Midwife under attack
The British press is having a field day with a story about a home birth that resulted in a girl having a paralyzed arm. The shoddy, one-sided press story is the classic tale of “money hungry midwife did disgustingly bad job and mother and/or baby is maimed”. We’ve seen it many times in North America and around the world. These stories sell newspapers. The general public sips their morning coffee and reads a titillating account of the dangers of trusting a homebirth midwife. Young women reading it do not see midwifery as a career that they would pursue and hospital birth reigns as the “default” best choice for a horrified public.
Meanwhile, on the private online midwifery discussions, some will point out that there is only one side to the story and call for calmer heads but those comments will remain largely closeted for fear that the commenter will be tarnished by the witch hunt.
The consumer message boards light up with cries of anguish from sympathetic onlookers who think they know something about the inside workings of the obstetric system.
This is the weak link in making home birth available to larger numbers of women and it must be addressed. No midwife can guarantee a smooth birth every time. Midwives are vulnerable to attack and relatively unsophisticated in the ways of running their governing bodies. Of course, no one wants to see a mother and/or baby hurt from the birth process. Reacting to such an incident by punishing the practitioner with professional capital punishment is highly destructive to women’s choices. Why do I say “capital punishment”? Because, in most Western countries, once you have been stripped of your license in one profession, it is impossible to then be accepted by any other professional body. This is why you will see decisions made in the case of physicians that seem very lacking in punishment. A doctor who has demonstrated repeated sexual misconduct, for instance, will be sent for a weekend of retraining. He goes back to work as usual. One of the most famous cases of this “professional forgiving of a doctor” involved a surgeon in N. Y. who carved his initials into a woman’s belly while doing a cesarean. His professional buddies didn’t stop him for long http://www.nytimes.com/2000/01/27/nyregion/how-doctor-got-work-after-carving-into-patient.html
Not so with midwives; for the smallest error they are delicensed even though they have served women for 30 years as in the case of Sue Rose. (Internet bio: “Health care worker for 30 years and practising, independent midwife for over 15 years based in Brighton”.) She is maligned because she did not defend herself in her midwifery hearing. I can understand her not defending herself. The results of these hearings are pretty much a foregone conclusion and every word the midwife says is twisted and turned and used against her. After a few forays into the legal trap, the smart midwife keeps her mouth shut and lets the chips fall where they may. Eventually the whole drama blows over and the jackals simmer down.

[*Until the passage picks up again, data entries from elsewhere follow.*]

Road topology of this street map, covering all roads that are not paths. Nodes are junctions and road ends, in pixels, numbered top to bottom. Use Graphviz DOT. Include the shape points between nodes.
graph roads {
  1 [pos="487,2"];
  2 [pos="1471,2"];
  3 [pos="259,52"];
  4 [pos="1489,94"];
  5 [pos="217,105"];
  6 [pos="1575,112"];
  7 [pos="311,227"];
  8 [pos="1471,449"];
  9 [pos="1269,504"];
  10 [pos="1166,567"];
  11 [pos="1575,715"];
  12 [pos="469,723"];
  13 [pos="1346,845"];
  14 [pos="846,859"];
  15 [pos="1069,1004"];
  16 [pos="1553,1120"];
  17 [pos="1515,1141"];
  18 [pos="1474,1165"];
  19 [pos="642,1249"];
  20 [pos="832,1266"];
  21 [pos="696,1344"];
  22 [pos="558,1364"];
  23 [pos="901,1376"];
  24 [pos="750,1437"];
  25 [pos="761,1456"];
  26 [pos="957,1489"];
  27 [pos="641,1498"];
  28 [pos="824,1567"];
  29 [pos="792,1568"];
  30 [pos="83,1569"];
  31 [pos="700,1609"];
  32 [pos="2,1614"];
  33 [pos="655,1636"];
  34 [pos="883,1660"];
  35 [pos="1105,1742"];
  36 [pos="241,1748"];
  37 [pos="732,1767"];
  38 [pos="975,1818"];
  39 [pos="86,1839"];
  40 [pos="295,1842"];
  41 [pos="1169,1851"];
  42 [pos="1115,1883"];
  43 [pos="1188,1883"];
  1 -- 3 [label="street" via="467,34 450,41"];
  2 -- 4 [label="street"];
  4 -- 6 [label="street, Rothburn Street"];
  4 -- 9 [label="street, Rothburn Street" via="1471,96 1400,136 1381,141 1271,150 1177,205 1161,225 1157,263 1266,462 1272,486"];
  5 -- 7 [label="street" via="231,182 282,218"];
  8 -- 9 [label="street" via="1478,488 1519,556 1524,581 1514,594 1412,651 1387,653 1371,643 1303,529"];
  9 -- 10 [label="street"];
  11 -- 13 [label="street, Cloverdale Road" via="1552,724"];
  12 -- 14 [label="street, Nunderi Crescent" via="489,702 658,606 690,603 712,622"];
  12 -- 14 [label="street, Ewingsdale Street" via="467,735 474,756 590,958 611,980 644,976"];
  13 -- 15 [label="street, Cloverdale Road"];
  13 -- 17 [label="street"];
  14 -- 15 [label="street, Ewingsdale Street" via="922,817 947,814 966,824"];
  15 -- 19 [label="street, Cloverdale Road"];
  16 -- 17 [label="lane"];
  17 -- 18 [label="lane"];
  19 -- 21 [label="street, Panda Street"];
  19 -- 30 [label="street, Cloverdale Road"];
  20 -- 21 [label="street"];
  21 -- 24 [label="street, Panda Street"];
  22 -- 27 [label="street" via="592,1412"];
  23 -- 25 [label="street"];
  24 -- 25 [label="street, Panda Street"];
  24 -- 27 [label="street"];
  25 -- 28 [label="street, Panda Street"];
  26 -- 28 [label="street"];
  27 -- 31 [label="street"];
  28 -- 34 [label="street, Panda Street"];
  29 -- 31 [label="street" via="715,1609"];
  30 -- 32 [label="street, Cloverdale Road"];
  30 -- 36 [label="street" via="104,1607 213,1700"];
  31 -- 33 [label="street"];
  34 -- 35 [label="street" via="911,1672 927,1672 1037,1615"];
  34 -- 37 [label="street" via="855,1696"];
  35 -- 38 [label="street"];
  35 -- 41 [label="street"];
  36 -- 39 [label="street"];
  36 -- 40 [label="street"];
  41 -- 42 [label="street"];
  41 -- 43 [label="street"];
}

What is left in the wake of these press debacles?
-midwives afraid of their clients
-clients afraid of home birth and midwives
-deals made with insurance companies for “protection” which involve restrictions on practice
-paranoia in the natural birth movement
Now, ask yourself, “Who benefits?”
WHAT IS NEEDED?
One day, the home birth movement will reach a level of sophistication where there is a plan in place for diffusing these attacks long before they happen. It may come from a large organization like MANA, ICAN or Lamaze but we will see an instant supportive response for midwives and home birth when these press slanderings begin. There will be an understanding throughout the movement that we need to stand together in times of breakdown, just as the physicians and other professional groups have learned to do. We will wake up to the basic tenet that everyone is innocent until proven guilty IN A COURT OF LAW. . . not some professional tribunal. Most professional tribunals do not have a clue about jurisprudence and basic legal fairness. We will understand that “no comment” is a perfectly appropriate response when a professional midwife is required to maintain client confidentiality plus protect her own family. Professionals and consumers who want home birth to be available will begin saying the only decent thing when news breaks about a death or injury at a home birth: “I don’t know, I wasn’t there, I’m sure the midwife did everything she could.”
When we get to that place as a movement, we’ll see the percentage of home births skyrocket and we’ll see more young women choosing home birth midwifery as a career path. There’s a saying by Angela Davis, the American civil rights activist, that applies to the current vulnerable state of independent midwives: “if they come for me in the morning, they’ll be back for you in the afternoon.”